I am pretty game for most Indian cultural differences (or peculiarities or whatever) but I am not too fond of intermissions. I want to enter a portal and be held there. I never let my classes take a break midway, a surefire way to kill any building magic, and was gratified when reading Lynda Barry’s Syllabus and learning that she doesn’t let students even check their phones on the breaks. A sealed chamber is a transformative space. I always feel so dumb, stumbling out of the dark theater and into the gaudy lights of the mall. But it was midafternoon, and I was hungry, and so I went for it. Went for it fully— not just a tub of movie theater butter popcorn but a riotous mix of the three on offer: butter, cheese and caramel, proportioned according to what felt like the concessionaire’s expertise and shaken to mix with such confidence, thunk thunk thunk.

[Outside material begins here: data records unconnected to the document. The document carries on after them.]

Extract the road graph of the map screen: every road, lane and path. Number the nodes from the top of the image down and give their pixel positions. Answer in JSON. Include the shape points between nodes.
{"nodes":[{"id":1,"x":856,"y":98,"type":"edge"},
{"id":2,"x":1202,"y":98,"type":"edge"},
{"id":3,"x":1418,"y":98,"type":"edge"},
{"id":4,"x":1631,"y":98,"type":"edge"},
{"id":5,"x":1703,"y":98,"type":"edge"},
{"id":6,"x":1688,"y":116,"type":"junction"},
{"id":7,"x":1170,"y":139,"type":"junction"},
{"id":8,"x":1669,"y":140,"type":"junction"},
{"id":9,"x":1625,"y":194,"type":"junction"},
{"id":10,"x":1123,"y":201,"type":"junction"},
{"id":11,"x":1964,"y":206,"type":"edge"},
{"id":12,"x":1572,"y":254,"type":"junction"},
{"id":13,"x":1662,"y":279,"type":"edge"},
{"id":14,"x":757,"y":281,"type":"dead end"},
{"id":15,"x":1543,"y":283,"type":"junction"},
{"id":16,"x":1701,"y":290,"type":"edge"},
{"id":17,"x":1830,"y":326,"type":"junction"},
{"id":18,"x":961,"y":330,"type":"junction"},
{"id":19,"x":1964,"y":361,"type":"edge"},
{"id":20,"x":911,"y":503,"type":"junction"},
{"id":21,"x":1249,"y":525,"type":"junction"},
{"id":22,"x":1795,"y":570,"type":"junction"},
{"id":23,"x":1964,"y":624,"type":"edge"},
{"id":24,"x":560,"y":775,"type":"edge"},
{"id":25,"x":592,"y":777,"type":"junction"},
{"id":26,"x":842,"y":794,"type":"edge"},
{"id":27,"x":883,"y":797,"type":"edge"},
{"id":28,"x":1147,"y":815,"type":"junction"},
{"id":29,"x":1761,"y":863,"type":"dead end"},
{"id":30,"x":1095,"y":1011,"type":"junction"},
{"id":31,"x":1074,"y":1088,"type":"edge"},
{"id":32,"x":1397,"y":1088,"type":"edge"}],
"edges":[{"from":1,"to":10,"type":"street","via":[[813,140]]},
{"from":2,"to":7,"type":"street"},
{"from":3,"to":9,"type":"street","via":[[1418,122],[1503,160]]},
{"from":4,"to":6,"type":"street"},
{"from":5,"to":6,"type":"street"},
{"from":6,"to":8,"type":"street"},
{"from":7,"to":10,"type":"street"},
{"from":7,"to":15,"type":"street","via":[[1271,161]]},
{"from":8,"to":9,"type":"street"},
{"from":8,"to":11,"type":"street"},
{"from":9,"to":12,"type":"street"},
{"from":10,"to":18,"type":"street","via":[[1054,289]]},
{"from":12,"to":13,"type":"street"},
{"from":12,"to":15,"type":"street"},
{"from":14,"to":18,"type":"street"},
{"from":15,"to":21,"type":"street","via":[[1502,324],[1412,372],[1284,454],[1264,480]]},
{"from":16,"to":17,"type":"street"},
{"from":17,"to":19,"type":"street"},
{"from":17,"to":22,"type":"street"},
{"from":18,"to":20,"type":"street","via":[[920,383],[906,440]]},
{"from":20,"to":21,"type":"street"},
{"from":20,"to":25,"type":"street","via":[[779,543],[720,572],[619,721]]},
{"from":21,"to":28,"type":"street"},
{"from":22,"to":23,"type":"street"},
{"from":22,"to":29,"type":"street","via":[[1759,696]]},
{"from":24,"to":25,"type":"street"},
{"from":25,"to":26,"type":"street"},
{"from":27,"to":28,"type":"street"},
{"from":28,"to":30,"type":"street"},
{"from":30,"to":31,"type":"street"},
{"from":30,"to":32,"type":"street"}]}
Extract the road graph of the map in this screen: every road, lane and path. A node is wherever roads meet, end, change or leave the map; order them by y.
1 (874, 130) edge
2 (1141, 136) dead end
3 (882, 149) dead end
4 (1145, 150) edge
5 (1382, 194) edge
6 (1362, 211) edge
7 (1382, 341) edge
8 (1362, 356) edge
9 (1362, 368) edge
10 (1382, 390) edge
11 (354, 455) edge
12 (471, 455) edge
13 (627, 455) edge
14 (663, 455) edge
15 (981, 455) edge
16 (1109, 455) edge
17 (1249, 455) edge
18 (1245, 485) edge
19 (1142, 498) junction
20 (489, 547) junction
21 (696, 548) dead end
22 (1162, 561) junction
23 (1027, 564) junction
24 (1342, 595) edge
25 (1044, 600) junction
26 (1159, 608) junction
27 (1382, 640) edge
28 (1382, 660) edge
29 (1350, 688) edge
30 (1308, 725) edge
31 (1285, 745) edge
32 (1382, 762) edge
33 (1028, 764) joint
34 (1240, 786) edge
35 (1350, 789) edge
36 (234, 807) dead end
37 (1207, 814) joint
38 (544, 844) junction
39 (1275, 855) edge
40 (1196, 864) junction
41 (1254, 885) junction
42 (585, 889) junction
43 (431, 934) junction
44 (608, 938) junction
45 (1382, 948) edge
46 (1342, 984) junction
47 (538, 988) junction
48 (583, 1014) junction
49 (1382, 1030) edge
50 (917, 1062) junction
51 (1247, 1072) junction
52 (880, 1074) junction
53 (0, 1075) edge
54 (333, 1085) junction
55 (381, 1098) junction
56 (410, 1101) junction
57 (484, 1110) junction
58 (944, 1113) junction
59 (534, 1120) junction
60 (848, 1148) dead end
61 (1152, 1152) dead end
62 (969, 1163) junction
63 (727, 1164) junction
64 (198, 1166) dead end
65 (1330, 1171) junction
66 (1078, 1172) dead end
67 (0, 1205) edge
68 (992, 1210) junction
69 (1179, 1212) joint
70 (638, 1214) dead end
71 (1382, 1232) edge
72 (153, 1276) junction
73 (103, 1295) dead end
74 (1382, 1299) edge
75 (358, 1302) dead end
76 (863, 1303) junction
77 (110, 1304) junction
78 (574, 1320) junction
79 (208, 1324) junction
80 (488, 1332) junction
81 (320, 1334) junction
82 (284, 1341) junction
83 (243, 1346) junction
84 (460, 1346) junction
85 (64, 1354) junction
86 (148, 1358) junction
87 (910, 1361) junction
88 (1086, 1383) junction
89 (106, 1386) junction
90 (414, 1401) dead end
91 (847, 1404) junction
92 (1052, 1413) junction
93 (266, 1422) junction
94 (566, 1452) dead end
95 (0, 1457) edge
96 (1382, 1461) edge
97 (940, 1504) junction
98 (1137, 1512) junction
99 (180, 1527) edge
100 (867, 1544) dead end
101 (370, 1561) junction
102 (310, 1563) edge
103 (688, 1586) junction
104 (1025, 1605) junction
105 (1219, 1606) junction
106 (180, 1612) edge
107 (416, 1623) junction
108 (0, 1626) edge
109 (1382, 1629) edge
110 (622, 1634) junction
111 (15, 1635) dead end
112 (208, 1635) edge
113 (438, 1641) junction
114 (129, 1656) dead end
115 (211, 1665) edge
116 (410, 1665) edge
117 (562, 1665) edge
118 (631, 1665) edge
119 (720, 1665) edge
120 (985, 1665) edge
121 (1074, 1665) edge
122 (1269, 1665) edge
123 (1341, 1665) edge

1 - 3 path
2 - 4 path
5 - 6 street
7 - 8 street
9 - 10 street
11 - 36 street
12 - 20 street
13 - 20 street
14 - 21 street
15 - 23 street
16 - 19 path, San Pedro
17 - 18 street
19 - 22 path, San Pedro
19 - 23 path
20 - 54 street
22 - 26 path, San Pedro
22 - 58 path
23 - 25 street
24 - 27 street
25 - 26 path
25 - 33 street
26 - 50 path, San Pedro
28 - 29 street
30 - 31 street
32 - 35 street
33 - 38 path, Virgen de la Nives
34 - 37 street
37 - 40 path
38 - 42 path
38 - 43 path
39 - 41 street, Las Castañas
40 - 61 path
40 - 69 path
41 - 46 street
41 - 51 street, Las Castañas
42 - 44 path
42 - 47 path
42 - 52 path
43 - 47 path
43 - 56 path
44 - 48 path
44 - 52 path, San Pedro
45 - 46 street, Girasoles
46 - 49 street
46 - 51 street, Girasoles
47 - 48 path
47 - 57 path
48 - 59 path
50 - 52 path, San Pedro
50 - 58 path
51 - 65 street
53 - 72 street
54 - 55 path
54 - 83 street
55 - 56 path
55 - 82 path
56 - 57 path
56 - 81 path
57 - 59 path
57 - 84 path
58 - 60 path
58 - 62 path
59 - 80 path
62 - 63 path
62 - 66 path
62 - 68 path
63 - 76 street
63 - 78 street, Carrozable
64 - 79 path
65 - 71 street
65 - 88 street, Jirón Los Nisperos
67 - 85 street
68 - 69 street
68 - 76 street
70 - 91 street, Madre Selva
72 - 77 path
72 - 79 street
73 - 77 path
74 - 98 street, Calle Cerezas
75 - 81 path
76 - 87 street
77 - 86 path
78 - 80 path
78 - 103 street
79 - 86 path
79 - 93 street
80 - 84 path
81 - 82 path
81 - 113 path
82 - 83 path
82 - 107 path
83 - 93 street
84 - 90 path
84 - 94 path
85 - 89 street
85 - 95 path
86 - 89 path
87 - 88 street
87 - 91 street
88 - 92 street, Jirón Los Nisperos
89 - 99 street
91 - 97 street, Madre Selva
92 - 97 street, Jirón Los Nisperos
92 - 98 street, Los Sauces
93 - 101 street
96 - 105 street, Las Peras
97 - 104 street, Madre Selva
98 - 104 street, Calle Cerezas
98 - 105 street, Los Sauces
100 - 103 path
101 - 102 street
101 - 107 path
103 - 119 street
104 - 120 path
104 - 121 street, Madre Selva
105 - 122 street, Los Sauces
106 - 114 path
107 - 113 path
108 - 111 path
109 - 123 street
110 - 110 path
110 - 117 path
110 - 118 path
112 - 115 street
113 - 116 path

Intermission is the perfect time to get popcorn, now that I think about it, because you’ve sunk into the world of the film before your mouth gets so salted it begins to sore. To crunch through a week’s worth of sodium during the previews and then sit through the film with a creeping sense of nausea is suboptimal.
And of course the cheese-caramel popcorn mix is moreish. (There we go again, blame the commonwealth). OK, you could use less Anglophilic “addictive,” call this blend Chicago mix, sold, in typical American fashion, in a huge bag at Costco, a bag that will reduce by half and then disappear way too quickly. It’s a power move to get one of those huge Boy Scout holiday popcorn tins and remove the cardboard dividers between butter, cheese and caramel, letting the flavours collapse into an orgiastic, undifferentiated heap. Like the film suggests about opposites: they attract.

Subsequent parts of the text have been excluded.